Other cities consider immigrant-attraction strategies, but Cleveland City Hall ignores the very people most likely to move to Cleveland: immigrants looking to own their first homes and to start their new businesses.
Pittsburgh-based PNC Financial Services Group conducted a study on Northeast Ohio’s economy and concluded that that the region is likely to suffer even after the rest of the country recovers from the recession. PNC’s Senior Economist and author of The Econosphere, Craig Thomas, found that attracting immigrants would help the region’s economy through investments in housing stock and start-ups.
“As people leave, it really does take international folks to come in, open up stores and fill up neighborhoods,” Mr.
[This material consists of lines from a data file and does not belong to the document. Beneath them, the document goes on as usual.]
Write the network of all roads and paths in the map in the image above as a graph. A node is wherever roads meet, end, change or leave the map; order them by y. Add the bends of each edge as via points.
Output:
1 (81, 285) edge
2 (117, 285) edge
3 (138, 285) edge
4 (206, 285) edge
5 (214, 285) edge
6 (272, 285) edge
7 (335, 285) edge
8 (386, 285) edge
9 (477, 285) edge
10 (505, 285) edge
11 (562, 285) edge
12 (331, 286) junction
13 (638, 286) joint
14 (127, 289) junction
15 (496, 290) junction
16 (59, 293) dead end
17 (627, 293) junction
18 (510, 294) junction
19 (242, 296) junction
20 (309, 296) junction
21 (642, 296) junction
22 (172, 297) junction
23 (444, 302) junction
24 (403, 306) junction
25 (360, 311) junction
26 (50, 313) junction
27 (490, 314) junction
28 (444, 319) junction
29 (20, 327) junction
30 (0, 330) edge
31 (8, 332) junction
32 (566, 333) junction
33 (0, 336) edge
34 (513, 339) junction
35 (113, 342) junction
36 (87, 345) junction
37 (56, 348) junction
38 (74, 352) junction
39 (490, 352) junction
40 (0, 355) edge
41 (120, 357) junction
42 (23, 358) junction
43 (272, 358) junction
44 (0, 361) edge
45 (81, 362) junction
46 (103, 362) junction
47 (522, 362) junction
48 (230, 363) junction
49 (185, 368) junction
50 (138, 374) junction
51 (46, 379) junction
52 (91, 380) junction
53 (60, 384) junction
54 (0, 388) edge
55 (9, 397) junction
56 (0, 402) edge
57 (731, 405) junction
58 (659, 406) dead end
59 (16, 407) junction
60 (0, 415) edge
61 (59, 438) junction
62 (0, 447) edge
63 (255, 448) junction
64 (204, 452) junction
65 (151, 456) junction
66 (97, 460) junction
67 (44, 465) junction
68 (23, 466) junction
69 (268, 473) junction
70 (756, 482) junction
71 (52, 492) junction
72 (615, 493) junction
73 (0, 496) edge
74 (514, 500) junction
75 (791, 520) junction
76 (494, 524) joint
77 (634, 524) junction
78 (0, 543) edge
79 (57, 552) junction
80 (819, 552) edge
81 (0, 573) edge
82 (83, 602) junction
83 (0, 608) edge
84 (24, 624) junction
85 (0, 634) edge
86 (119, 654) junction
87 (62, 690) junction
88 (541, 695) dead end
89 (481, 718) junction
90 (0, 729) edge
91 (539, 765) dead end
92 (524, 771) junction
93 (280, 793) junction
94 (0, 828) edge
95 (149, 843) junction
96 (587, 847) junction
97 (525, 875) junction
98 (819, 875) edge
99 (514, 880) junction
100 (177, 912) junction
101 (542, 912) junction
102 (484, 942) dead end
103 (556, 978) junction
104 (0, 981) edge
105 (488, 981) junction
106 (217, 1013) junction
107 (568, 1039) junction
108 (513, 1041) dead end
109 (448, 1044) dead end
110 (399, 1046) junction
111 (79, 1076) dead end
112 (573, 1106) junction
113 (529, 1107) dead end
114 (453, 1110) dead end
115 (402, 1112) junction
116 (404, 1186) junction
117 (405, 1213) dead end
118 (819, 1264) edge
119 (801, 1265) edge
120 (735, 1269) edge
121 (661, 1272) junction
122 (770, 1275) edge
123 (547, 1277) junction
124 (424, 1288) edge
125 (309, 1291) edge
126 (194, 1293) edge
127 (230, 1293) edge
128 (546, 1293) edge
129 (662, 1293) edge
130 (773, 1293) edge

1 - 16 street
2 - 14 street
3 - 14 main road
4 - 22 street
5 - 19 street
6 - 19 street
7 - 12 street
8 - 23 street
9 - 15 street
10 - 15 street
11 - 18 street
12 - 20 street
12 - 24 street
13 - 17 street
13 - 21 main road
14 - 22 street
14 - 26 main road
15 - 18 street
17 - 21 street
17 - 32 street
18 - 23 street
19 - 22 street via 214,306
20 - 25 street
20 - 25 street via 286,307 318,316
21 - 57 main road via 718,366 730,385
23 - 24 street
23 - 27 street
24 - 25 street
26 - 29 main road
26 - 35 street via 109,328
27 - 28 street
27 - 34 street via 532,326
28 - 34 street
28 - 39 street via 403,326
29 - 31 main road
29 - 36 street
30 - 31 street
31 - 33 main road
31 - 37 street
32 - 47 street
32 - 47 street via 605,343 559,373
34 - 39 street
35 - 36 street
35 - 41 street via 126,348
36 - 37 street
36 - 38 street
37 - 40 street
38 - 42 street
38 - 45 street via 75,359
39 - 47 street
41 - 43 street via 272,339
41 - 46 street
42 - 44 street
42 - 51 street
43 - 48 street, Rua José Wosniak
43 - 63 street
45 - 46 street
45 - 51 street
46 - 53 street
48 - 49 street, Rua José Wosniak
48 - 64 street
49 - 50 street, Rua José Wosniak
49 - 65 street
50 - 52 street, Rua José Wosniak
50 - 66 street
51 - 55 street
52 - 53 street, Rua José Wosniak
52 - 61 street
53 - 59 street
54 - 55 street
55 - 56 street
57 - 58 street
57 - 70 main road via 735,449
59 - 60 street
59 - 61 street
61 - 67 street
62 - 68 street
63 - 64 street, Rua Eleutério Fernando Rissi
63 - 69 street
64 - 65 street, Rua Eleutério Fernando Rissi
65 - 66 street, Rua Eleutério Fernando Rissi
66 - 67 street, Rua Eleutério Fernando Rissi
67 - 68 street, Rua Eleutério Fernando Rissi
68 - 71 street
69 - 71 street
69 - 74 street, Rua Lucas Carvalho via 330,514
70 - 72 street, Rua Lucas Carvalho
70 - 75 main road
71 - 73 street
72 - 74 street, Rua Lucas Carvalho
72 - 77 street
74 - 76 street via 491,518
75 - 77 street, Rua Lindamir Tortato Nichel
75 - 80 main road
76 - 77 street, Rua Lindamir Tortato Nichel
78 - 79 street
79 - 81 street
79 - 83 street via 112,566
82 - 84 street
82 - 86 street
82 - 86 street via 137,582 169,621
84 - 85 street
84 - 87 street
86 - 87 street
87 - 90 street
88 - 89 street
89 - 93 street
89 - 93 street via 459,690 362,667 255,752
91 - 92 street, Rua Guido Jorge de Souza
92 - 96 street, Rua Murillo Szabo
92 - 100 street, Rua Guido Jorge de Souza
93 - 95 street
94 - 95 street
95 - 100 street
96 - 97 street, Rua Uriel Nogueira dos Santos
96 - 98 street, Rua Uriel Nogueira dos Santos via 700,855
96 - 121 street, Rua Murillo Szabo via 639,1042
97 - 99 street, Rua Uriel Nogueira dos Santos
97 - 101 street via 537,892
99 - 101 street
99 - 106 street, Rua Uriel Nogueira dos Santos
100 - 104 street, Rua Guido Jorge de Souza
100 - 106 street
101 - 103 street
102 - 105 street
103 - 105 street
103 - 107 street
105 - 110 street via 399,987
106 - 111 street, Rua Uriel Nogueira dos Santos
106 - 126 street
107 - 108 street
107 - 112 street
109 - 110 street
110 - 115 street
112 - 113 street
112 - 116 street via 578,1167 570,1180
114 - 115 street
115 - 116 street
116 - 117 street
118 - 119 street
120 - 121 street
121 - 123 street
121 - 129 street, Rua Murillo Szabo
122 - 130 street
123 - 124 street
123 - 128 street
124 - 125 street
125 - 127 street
Thomas told Crain’s Cleveland Business.
But Mayor Jackson insists that efforts like those in Philadelphia and supported by economists like Mr. Thomas are not for Cleveland. As he began his second term, he said that he is positioning the City to compete in the global economy by building from within by using what he calls “self-help.”
But not many are left to help. And by the time the policy is seen as a failure, even more will be gone.
As people leave, so do businesses, from neighborhoods and many parts of downtown where vacancy rates have skyrocketed.
As Cleveland’s downward spiral continues, the local leadership appears clueless on how to stop it.
Richard Herman is the co-author of Immigrant, Inc.: Why Immigrant Entrepreneurs Are Driving the New Economy (and how they will save the American worker) (John Wiley & Sons, 2009). Herman is the founder of an immigration and business law firm in Cleveland, Ohio, which serves a global clientele in over 10 languages. He is the co-founder of a chapter of TiE, a global network of entrepreneurs started in 1992 in Silicon Valley by immigrants from India. For more information on immigrant entrepreneurship and rust belt revival, see www.ImmigrantInc.com ; www.youtube.com/user/Immigrantinc2010 ; www.ohio.tie.org. Contact Richard at richard.t.herman@gmail.com or 216-696-6170.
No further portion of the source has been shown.